* Directions *
Type out the data again. Keep every line exactly the same.

(Data extracted from a collection)
_ _ _

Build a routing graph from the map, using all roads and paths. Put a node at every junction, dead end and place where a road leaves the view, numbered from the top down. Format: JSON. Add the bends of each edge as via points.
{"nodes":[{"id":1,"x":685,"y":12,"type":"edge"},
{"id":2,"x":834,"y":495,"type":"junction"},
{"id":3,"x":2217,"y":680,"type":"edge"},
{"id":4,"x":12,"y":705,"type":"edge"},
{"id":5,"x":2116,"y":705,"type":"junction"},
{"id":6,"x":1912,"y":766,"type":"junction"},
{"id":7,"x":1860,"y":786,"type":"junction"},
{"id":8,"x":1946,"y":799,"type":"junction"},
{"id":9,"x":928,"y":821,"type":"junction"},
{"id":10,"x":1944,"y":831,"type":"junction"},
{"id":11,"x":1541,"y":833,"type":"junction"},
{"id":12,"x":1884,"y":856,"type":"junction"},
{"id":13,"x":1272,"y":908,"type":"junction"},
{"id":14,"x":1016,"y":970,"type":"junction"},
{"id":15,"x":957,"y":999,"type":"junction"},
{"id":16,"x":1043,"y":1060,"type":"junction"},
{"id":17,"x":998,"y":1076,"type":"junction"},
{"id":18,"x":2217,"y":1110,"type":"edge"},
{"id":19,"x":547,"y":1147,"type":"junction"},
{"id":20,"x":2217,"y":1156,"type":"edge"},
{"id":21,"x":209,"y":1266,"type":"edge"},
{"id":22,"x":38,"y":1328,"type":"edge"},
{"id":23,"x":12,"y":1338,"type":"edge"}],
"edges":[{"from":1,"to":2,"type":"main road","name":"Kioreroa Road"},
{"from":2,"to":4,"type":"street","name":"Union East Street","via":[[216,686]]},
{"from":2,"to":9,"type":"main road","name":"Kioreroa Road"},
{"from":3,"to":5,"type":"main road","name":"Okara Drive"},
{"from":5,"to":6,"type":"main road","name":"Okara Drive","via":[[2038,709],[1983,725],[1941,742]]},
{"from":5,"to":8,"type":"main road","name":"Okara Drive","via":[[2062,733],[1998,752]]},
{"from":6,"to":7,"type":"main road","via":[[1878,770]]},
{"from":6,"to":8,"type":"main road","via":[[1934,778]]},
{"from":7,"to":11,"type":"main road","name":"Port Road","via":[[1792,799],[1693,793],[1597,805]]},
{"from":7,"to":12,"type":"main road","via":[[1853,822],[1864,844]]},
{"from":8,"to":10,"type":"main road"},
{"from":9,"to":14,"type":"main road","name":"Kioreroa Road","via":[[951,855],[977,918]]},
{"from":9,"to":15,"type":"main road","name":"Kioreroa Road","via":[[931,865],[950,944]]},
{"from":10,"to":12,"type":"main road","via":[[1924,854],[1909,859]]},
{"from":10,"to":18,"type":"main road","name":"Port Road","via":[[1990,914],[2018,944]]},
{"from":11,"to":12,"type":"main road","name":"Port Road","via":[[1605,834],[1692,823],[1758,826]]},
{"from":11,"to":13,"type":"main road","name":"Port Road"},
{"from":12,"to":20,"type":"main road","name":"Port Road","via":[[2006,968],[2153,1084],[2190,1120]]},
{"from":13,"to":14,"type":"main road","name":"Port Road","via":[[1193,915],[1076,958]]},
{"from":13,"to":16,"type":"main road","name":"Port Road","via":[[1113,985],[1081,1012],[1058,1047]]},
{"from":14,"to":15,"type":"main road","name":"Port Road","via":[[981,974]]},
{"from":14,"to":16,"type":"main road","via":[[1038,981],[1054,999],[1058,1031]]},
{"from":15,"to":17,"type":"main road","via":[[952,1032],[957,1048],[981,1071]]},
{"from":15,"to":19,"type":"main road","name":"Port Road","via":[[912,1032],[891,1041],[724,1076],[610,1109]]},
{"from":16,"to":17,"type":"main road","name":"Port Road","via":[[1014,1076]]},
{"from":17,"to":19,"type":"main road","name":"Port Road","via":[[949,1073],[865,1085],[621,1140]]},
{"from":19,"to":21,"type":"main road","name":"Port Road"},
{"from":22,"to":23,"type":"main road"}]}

_ _ _

* Output for this task *
Build a routing graph from the map, using all roads and paths. Put a node at every junction, dead end and place where a road leaves the view, numbered from the top down. Format: JSON. Add the bends of each edge as via points.
{"nodes":[{"id":1,"x":685,"y":12,"type":"edge"},
{"id":2,"x":834,"y":495,"type":"junction"},
{"id":3,"x":2217,"y":680,"type":"edge"},
{"id":4,"x":12,"y":705,"type":"edge"},
{"id":5,"x":2116,"y":705,"type":"junction"},
{"id":6,"x":1912,"y":766,"type":"junction"},
{"id":7,"x":1860,"y":786,"type":"junction"},
{"id":8,"x":1946,"y":799,"type":"junction"},
{"id":9,"x":928,"y":821,"type":"junction"},
{"id":10,"x":1944,"y":831,"type":"junction"},
{"id":11,"x":1541,"y":833,"type":"junction"},
{"id":12,"x":1884,"y":856,"type":"junction"},
{"id":13,"x":1272,"y":908,"type":"junction"},
{"id":14,"x":1016,"y":970,"type":"junction"},
{"id":15,"x":957,"y":999,"type":"junction"},
{"id":16,"x":1043,"y":1060,"type":"junction"},
{"id":17,"x":998,"y":1076,"type":"junction"},
{"id":18,"x":2217,"y":1110,"type":"edge"},
{"id":19,"x":547,"y":1147,"type":"junction"},
{"id":20,"x":2217,"y":1156,"type":"edge"},
{"id":21,"x":209,"y":1266,"type":"edge"},
{"id":22,"x":38,"y":1328,"type":"edge"},
{"id":23,"x":12,"y":1338,"type":"edge"}],
"edges":[{"from":1,"to":2,"type":"main road","name":"Kioreroa Road"},
{"from":2,"to":4,"type":"street","name":"Union East Street","via":[[216,686]]},
{"from":2,"to":9,"type":"main road","name":"Kioreroa Road"},
{"from":3,"to":5,"type":"main road","name":"Okara Drive"},
{"from":5,"to":6,"type":"main road","name":"Okara Drive","via":[[2038,709],[1983,725],[1941,742]]},
{"from":5,"to":8,"type":"main road","name":"Okara Drive","via":[[2062,733],[1998,752]]},
{"from":6,"to":7,"type":"main road","via":[[1878,770]]},
{"from":6,"to":8,"type":"main road","via":[[1934,778]]},
{"from":7,"to":11,"type":"main road","name":"Port Road","via":[[1792,799],[1693,793],[1597,805]]},
{"from":7,"to":12,"type":"main road","via":[[1853,822],[1864,844]]},
{"from":8,"to":10,"type":"main road"},
{"from":9,"to":14,"type":"main road","name":"Kioreroa Road","via":[[951,855],[977,918]]},
{"from":9,"to":15,"type":"main road","name":"Kioreroa Road","via":[[931,865],[950,944]]},
{"from":10,"to":12,"type":"main road","via":[[1924,854],[1909,859]]},
{"from":10,"to":18,"type":"main road","name":"Port Road","via":[[1990,914],[2018,944]]},
{"from":11,"to":12,"type":"main road","name":"Port Road","via":[[1605,834],[1692,823],[1758,826]]},
{"from":11,"to":13,"type":"main road","name":"Port Road"},
{"from":12,"to":20,"type":"main road","name":"Port Road","via":[[2006,968],[2153,1084],[2190,1120]]},
{"from":13,"to":14,"type":"main road","name":"Port Road","via":[[1193,915],[1076,958]]},
{"from":13,"to":16,"type":"main road","name":"Port Road","via":[[1113,985],[1081,1012],[1058,1047]]},
{"from":14,"to":15,"type":"main road","name":"Port Road","via":[[981,974]]},
{"from":14,"to":16,"type":"main road","via":[[1038,981],[1054,999],[1058,1031]]},
{"from":15,"to":17,"type":"main road","via":[[952,1032],[957,1048],[981,1071]]},
{"from":15,"to":19,"type":"main road","name":"Port Road","via":[[912,1032],[891,1041],[724,1076],[610,1109]]},
{"from":16,"to":17,"type":"main road","name":"Port Road","via":[[1014,1076]]},
{"from":17,"to":19,"type":"main road","name":"Port Road","via":[[949,1073],[865,1085],[621,1140]]},
{"from":19,"to":21,"type":"main road","name":"Port Road"},
{"from":22,"to":23,"type":"main road"}]}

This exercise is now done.